Potential exam questions

  1. Define CPU-bound and memory-bound algorithms. Give two examples of each and explain why they fall into their respective categories.
  2. Explain the latency relationship T_comp ≪ T_mem ≪ T_synchro and its implications for OpenMP program design.
  3. List and briefly describe all seven sources of inefficiency in OpenMP multithreaded programs.
  4. What is false sharing? Explain the mechanism at the hardware level - why does it occur even though threads write to different addresses?
  5. Given a cache line of 64 bytes and an array of 4-byte integers, calculate X and explain how schedule(static,1) causes false sharing.
  6. State the two conditions necessary to eliminate false sharing for large arrays. Write OpenMP code that satisfies both conditions.

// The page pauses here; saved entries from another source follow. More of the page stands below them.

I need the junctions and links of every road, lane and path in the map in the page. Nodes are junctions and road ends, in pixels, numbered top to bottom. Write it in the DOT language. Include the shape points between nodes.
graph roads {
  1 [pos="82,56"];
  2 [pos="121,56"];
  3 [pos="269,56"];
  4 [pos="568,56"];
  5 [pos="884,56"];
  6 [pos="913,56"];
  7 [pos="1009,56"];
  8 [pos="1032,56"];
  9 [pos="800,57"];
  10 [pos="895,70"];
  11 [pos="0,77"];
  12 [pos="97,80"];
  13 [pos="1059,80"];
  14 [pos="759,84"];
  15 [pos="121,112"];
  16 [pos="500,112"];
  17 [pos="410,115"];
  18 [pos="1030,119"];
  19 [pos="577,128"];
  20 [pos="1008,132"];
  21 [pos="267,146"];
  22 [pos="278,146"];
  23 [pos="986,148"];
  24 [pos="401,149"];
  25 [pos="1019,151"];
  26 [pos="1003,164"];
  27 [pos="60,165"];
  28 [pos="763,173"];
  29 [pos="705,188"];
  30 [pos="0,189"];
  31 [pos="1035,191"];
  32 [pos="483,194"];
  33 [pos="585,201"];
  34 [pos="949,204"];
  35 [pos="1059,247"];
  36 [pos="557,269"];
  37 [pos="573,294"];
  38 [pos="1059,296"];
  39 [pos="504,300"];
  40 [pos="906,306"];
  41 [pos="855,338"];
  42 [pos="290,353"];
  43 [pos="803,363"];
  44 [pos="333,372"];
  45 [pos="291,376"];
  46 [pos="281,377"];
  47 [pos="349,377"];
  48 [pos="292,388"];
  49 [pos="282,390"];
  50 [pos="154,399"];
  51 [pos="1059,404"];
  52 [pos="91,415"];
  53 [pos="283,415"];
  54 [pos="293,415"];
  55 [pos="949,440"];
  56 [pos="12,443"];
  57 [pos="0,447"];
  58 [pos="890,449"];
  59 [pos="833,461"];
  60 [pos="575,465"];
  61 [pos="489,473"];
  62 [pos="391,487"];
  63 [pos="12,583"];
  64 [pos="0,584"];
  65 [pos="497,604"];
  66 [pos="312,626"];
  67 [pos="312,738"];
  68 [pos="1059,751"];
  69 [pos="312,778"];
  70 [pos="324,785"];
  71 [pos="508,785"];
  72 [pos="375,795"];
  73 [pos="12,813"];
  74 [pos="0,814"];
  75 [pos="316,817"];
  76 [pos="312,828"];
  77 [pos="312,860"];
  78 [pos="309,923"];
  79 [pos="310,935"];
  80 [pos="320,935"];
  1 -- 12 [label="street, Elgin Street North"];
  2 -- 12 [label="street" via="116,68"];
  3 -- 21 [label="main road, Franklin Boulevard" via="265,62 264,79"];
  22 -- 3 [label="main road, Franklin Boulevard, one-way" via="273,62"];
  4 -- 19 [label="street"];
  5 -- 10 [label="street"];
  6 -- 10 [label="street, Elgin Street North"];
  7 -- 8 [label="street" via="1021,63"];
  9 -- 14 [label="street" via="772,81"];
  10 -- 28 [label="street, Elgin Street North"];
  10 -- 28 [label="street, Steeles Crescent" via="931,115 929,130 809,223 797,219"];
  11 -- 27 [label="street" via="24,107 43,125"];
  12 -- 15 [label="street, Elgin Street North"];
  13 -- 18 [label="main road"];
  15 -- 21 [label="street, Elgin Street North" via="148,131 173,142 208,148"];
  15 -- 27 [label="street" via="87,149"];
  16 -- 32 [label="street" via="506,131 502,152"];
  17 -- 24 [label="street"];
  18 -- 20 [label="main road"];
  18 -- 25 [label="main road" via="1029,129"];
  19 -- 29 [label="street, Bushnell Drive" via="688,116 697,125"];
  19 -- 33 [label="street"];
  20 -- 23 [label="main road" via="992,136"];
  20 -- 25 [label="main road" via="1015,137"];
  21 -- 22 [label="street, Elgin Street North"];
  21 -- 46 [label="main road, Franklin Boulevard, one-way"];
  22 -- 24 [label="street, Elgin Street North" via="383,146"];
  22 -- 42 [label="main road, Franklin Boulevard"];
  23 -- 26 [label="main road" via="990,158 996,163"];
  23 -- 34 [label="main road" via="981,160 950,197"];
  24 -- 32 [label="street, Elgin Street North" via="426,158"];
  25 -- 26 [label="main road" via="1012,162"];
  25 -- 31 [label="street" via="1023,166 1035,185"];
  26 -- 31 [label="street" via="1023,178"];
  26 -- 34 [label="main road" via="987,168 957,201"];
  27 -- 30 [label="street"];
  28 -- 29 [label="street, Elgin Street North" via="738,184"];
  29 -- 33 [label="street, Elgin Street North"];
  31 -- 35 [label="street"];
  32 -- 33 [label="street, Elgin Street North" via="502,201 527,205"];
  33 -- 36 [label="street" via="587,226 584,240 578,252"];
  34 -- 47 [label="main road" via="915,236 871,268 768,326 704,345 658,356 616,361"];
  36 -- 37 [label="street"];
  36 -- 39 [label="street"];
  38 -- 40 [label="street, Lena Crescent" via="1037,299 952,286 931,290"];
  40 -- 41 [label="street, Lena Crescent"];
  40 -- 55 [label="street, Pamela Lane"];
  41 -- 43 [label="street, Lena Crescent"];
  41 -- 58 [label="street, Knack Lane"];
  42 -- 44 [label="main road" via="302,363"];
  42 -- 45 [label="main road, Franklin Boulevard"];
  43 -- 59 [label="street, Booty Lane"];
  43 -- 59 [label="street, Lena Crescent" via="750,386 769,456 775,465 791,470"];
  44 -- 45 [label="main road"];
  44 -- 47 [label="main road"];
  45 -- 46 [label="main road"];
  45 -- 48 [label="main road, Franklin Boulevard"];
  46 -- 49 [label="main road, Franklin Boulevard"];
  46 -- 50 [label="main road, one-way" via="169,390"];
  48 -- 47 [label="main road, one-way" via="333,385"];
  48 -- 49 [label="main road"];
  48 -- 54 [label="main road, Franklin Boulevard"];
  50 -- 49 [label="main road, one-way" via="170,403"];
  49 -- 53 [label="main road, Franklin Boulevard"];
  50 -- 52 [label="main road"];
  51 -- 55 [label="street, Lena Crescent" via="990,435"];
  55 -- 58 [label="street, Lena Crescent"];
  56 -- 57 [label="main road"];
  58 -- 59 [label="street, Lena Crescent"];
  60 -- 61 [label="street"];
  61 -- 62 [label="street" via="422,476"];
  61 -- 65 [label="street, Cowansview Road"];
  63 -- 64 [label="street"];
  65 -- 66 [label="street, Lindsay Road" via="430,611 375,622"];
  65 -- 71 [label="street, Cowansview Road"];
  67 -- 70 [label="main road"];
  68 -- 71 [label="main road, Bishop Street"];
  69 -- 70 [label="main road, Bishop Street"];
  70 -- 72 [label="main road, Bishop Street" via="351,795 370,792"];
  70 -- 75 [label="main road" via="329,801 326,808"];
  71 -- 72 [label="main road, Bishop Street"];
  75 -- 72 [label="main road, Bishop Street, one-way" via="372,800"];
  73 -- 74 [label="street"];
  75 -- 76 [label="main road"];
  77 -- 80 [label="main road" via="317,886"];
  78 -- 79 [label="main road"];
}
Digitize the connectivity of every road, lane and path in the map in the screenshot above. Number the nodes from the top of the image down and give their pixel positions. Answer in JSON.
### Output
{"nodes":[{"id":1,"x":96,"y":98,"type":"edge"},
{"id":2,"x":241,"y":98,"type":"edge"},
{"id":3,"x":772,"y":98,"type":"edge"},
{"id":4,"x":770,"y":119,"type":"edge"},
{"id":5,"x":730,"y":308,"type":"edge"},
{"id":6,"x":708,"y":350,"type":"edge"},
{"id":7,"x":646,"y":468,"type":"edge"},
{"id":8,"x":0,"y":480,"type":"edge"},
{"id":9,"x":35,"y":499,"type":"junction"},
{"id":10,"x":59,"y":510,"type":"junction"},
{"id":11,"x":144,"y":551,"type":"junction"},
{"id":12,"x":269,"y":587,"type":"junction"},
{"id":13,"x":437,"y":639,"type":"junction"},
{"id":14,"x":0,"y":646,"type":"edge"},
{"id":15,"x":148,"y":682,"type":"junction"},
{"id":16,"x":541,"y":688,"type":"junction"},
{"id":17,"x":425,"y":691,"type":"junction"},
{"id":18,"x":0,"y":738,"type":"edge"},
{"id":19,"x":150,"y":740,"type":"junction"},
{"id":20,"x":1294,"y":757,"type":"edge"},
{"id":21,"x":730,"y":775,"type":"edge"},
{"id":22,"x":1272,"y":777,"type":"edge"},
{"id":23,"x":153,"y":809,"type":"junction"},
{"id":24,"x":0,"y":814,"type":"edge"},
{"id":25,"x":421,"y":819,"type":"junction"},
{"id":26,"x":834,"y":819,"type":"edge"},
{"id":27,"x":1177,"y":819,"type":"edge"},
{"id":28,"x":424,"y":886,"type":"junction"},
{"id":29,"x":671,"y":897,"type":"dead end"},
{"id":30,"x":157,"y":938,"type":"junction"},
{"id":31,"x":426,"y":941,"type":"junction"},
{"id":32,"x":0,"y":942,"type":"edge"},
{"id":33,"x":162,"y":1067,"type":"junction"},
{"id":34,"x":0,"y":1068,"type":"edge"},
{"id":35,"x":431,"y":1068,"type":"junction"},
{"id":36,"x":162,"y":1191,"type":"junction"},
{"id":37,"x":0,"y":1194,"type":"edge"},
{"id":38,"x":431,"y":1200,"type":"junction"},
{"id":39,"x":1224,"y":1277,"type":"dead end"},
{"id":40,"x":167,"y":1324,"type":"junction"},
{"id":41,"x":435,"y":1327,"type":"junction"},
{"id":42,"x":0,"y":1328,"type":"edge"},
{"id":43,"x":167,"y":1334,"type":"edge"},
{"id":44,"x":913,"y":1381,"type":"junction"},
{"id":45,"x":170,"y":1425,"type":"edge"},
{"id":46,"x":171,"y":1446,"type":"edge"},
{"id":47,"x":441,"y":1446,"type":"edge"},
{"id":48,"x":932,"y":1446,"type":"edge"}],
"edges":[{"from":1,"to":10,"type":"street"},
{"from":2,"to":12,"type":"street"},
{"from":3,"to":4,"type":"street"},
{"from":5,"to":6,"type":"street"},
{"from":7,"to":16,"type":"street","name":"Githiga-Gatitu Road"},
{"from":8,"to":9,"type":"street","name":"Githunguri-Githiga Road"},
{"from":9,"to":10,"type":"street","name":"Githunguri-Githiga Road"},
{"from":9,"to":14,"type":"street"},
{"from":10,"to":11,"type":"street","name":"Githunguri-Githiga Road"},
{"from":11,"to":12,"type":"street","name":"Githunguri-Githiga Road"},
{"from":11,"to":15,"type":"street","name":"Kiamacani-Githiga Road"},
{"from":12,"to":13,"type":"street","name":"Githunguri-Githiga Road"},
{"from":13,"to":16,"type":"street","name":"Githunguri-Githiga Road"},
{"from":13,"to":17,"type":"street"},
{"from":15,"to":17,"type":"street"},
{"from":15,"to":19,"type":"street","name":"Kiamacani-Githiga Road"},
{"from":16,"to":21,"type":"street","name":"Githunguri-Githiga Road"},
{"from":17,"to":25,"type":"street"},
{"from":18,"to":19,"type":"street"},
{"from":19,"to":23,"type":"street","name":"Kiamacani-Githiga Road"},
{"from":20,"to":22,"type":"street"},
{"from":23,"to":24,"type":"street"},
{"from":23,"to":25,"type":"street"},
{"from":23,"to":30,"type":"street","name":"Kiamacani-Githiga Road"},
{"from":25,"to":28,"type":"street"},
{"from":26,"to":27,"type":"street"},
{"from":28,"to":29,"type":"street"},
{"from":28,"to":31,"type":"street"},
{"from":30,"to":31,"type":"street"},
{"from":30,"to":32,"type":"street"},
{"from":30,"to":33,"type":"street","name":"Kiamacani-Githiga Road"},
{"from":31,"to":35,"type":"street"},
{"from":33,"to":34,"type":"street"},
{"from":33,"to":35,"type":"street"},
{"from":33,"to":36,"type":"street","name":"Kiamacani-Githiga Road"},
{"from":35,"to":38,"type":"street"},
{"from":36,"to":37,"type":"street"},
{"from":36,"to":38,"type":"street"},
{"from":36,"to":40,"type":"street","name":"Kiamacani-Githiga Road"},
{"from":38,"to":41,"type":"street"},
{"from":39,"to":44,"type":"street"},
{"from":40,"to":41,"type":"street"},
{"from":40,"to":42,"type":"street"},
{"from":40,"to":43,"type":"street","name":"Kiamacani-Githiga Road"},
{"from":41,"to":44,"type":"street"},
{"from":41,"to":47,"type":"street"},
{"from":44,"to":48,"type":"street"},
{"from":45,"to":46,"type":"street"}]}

  7. How is false sharing eliminated for small arrays (e.g., n = p)? What is the trade-off of the padding/inflation approach?
  8. Explain why schedule(static) with default chunk size reduces but does not eliminate false sharing. Use a concrete numerical example (e.g., n/p = 24, X = 16).
  9. Why is false sharing unavoidable in the shared-histogram parallel algorithm? What alternative approach avoids it, and at what cost?
  10. Compare the overhead of placing #pragma omp parallel for inside a sequential loop versus creating a single thread team with #pragma omp parallel and using #pragma omp for inside. What is the quantitative difference in synchronization overhead?
  11. Explain the CPU-memory bottleneck using the AVX scalar product example. Why is even L1 cache bandwidth insufficient?
  12. Why does HPCG achieve only 1-5% of peak performance while HPL achieves 60-80%? Relate this to the CPU-bound vs memory-bound classification.